Given data Block Start
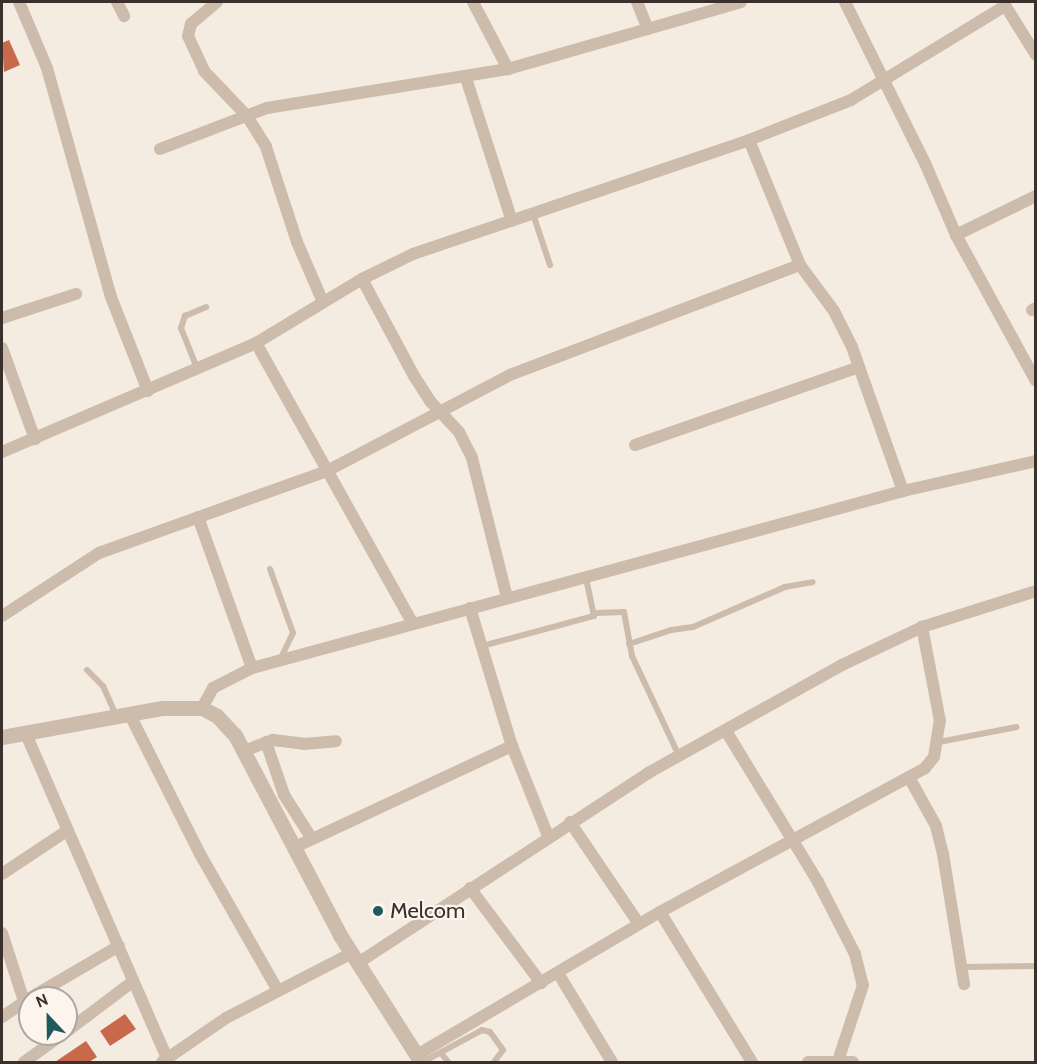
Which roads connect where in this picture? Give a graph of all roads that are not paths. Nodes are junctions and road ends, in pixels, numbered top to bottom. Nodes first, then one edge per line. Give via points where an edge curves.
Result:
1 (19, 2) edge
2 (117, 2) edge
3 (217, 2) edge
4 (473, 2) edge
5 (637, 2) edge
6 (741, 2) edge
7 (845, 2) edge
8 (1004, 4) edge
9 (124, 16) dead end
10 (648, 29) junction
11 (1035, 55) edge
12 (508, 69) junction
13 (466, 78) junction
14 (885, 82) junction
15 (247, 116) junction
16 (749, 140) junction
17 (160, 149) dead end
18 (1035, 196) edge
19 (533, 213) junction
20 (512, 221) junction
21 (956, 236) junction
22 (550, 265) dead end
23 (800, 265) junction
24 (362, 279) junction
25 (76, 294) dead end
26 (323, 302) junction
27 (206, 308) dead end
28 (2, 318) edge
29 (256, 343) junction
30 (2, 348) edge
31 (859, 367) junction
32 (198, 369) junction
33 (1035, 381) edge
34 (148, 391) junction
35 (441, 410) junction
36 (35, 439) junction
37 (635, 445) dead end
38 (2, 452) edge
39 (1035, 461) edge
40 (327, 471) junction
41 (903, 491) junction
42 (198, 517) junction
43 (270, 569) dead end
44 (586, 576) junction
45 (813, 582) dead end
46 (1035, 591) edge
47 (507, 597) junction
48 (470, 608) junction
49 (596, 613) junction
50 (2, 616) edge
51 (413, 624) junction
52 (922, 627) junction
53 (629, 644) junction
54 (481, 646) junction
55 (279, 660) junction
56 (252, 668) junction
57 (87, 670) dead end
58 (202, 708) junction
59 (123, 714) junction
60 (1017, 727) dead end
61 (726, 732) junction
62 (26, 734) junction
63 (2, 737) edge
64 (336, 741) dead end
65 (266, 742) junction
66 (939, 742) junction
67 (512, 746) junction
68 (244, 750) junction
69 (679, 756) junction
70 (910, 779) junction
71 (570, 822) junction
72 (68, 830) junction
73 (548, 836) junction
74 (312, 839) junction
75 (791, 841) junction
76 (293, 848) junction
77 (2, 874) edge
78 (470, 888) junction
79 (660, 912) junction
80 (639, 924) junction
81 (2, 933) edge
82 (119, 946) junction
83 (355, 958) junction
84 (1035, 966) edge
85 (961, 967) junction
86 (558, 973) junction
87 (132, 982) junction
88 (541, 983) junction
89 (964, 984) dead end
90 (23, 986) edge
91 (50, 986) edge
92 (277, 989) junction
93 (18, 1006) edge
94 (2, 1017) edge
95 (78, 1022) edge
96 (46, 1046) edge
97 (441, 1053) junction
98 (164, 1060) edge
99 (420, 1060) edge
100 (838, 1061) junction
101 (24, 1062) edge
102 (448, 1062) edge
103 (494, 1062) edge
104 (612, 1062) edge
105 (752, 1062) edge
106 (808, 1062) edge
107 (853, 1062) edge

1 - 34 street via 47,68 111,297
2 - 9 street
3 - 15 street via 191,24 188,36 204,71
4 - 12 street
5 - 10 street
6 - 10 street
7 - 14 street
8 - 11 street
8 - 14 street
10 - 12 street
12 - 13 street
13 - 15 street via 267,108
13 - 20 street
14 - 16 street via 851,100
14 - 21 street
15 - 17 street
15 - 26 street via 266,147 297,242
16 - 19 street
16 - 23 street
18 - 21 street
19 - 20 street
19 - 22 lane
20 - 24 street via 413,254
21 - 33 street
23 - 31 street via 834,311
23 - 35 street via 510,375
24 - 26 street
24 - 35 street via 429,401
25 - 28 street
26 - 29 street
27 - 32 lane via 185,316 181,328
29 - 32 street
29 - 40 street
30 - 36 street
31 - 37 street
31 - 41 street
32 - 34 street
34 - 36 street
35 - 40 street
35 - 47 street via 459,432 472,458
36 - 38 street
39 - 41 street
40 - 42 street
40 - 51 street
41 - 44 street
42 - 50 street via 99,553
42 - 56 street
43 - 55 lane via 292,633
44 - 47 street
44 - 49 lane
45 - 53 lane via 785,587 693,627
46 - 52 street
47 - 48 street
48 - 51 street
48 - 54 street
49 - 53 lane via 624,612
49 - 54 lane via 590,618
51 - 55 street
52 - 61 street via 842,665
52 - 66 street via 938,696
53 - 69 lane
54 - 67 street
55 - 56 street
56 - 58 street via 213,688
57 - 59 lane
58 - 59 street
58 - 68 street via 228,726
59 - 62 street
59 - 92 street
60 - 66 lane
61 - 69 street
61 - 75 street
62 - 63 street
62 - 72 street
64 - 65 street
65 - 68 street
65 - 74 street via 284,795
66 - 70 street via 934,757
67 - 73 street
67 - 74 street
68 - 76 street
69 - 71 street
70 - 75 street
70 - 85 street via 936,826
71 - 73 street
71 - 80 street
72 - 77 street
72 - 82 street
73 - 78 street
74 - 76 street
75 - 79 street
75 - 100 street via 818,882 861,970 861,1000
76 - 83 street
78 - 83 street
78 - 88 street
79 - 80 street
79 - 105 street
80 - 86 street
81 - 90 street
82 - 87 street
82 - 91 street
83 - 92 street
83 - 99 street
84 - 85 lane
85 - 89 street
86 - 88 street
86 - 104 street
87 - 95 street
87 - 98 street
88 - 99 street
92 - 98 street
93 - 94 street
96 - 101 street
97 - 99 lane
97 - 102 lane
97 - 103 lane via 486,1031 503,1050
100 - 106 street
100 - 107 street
Given data Block End
**Exercise goal:** Please copy each line of the material that has the string "dead" somewhere in it.

**Exercise result:**
9 (124, 16) dead end
17 (160, 149) dead end
22 (550, 265) dead end
25 (76, 294) dead end
27 (206, 308) dead end
37 (635, 445) dead end
43 (270, 569) dead end
45 (813, 582) dead end
57 (87, 670) dead end
60 (1017, 727) dead end
64 (336, 741) dead end
89 (964, 984) dead end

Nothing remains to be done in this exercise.